Statistics by the African Centre of Meteorological Application for Development (ACMAD) covering the period under review revealed that West Africa as a whole witnessed increased flooding in recent years due mainly to climate change, with 2.2 million people affected in 2010 alone and more than 500 people killed.
With at least 118 deaths, according to ACMAD, Nigeria last year recorded the highest cases of flood-linked deaths followed by Ghana (52) and Benin Republic (43).

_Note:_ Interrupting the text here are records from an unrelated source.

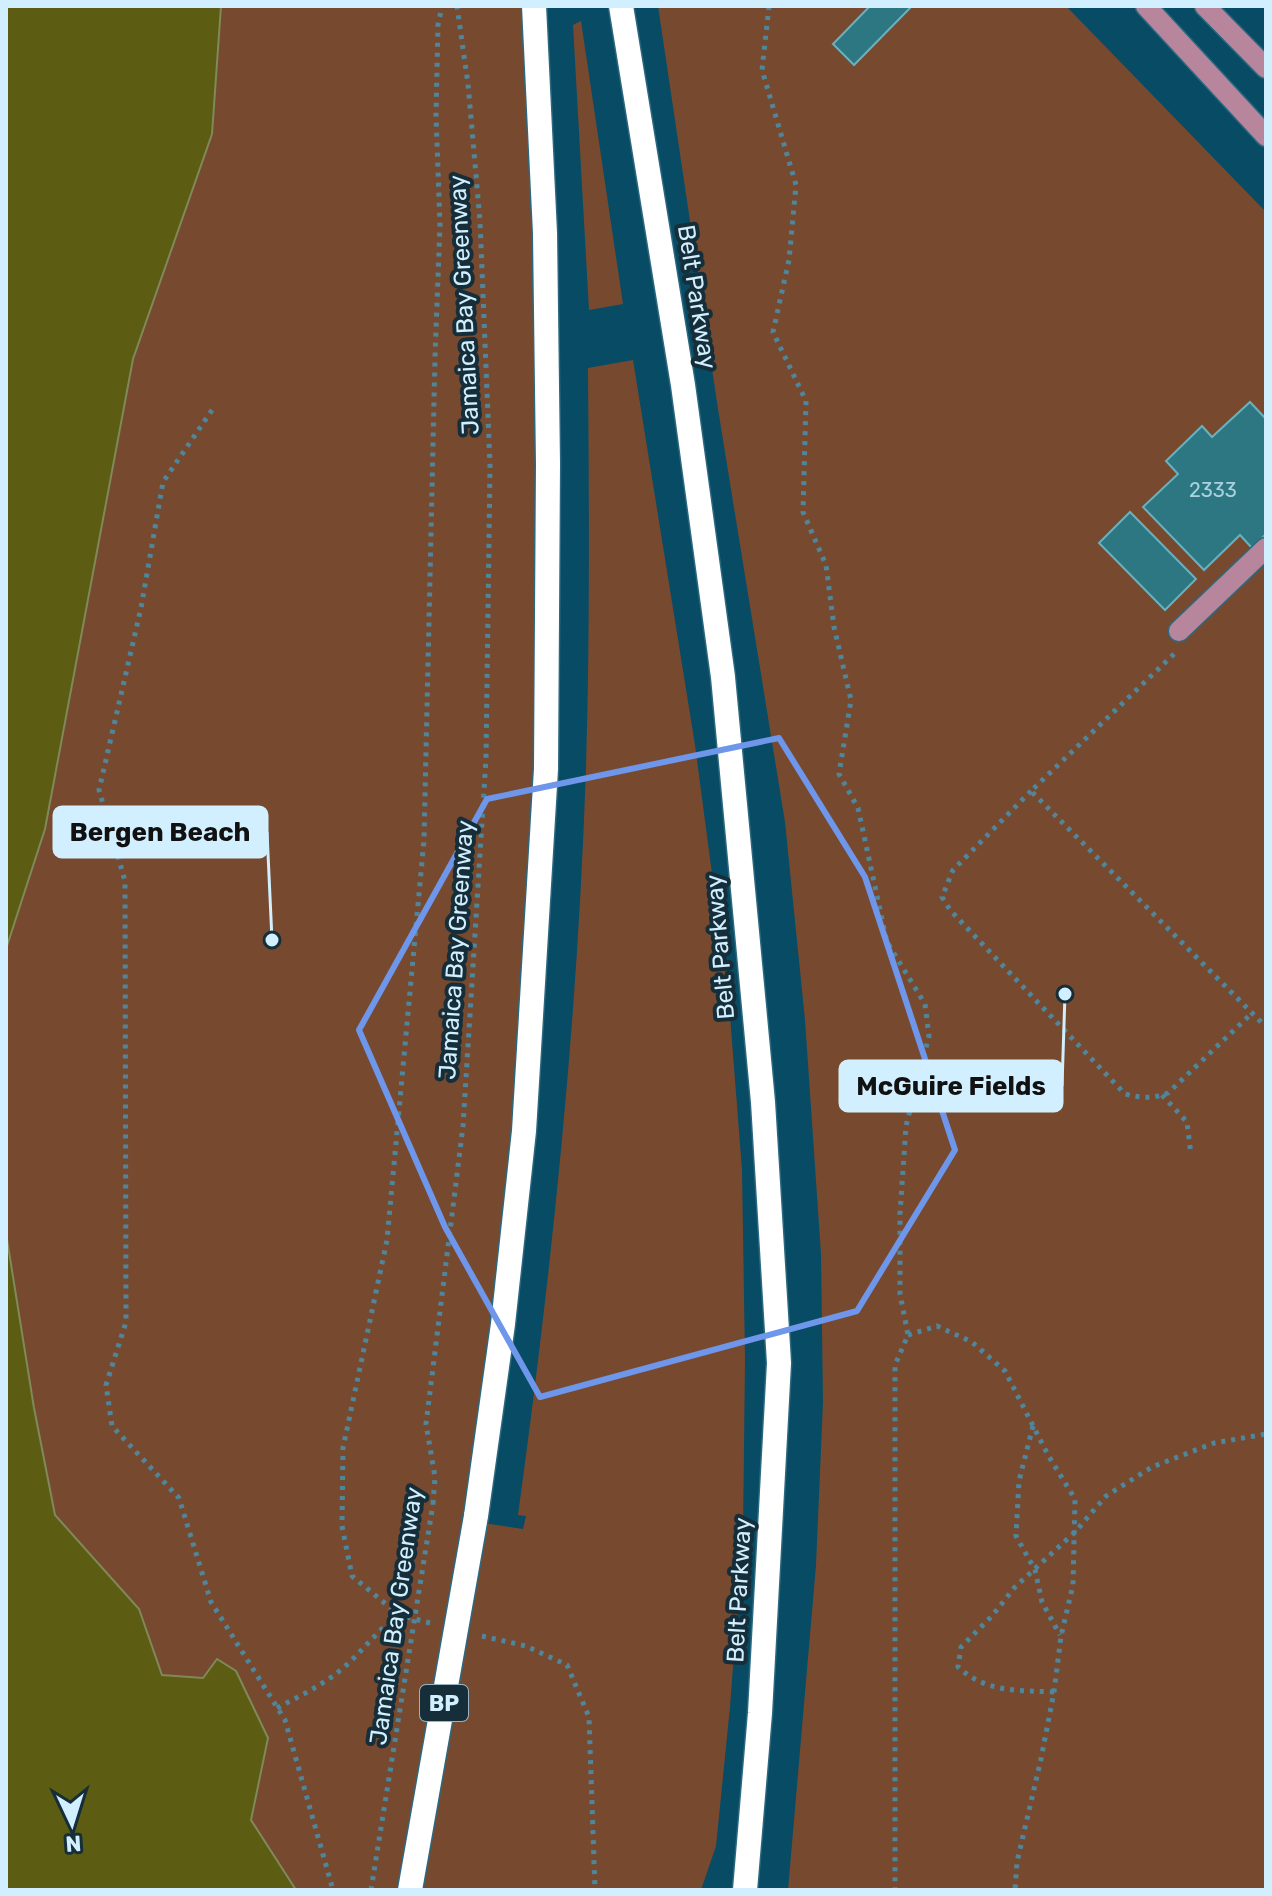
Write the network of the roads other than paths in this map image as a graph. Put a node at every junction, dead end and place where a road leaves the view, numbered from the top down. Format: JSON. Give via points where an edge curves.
{"nodes":[{"id":1,"x":534,"y":6,"type":"edge"},
{"id":2,"x":621,"y":6,"type":"edge"},
{"id":3,"x":1146,"y":6,"type":"edge"},
{"id":4,"x":1205,"y":6,"type":"edge"},
{"id":5,"x":1266,"y":68,"type":"edge"},
{"id":6,"x":1266,"y":136,"type":"edge"},
{"id":7,"x":1266,"y":548,"type":"edge"},
{"id":8,"x":1179,"y":631,"type":"road end"},
{"id":9,"x":410,"y":1890,"type":"edge"},
{"id":10,"x":745,"y":1890,"type":"edge"}],
"edges":[{"from":1,"to":9,"type":"highway","number":"BP","bridge":true,"via":[[545,233],[546,769],[524,1131],[476,1516]]},
{"from":2,"to":10,"type":"highway","name":"Belt Parkway","via":[[683,385],[723,677],[763,1102],[779,1363]]},
{"from":3,"to":6,"type":"street"},
{"from":4,"to":5,"type":"street"},
{"from":7,"to":8,"type":"street"}]}
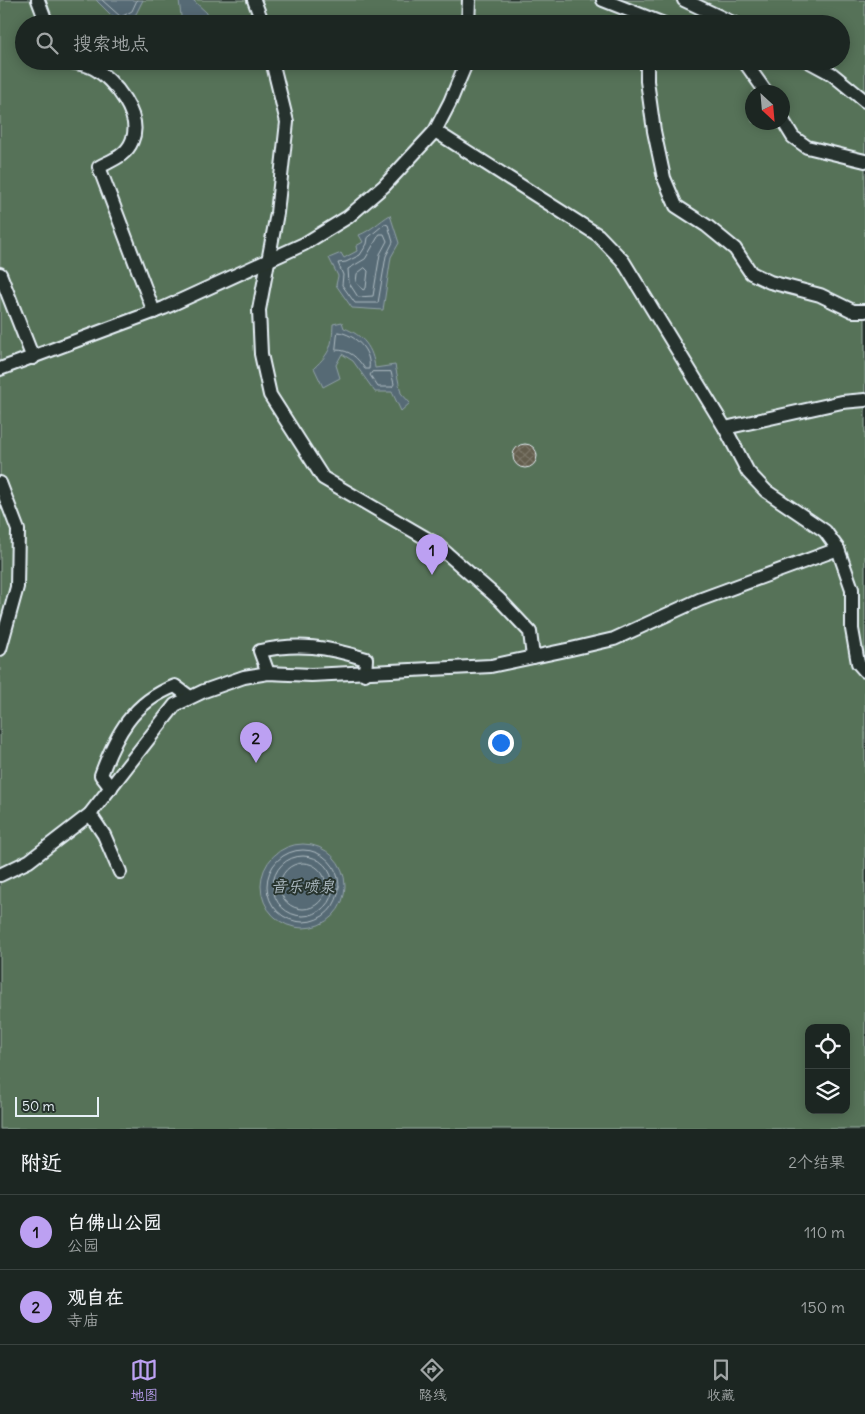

Being flood-prone, due to its proximity to the coastal areas, the South West geo-political zones organized a roundtable consultative meeting in October 2010 to address the problem. The roundtable identified among other things indiscriminate property development along the flood plane and dumping of refuse along water ways as major causes of flooding and therefore recommended effective monitoring of such activities in such areas.
On its part, NEMA early this year, warned that the nation would witness greater rainfall which will result in huge floods.
Considering the extent of devastation already witnessed in some parts of the country, it is doubtful if the NEMA warning was taken seriously.
With more rains ahead and the likelihood of floods inevitable, unless urgent steps are taken to sensitise the populace, we are bound to witness even more devastation.
Governments, particularly those within the Niger Delta region, must take emergency measures to open up blocked drainages, and, if possible, demolish structures built on waterways, while the citizenry must be more proactive in the fight against blockage of waterways.
We say so because; the prevention of flooding should not be seen as government’s sole responsibility.
The decision of the Rivers State Government to replace open surface with sub-surface drainages in major areas of the city of Port Harcourt is highly commendable and should be emulated by other governments in the region.
However, while the construction of the sub-surface drainages is still going on, residents of areas where open surface drainages are still in use, should ensure that they are not used as refuse dumps as has been the practice.
The regular environmental sanitation exercise must be seen as an opportunity to ensure that such drainages are opened for free flow of water at all times.
It is only by such collective effort that the nation can avert disasters of bigger magnitude comparable to the Asian tsunami.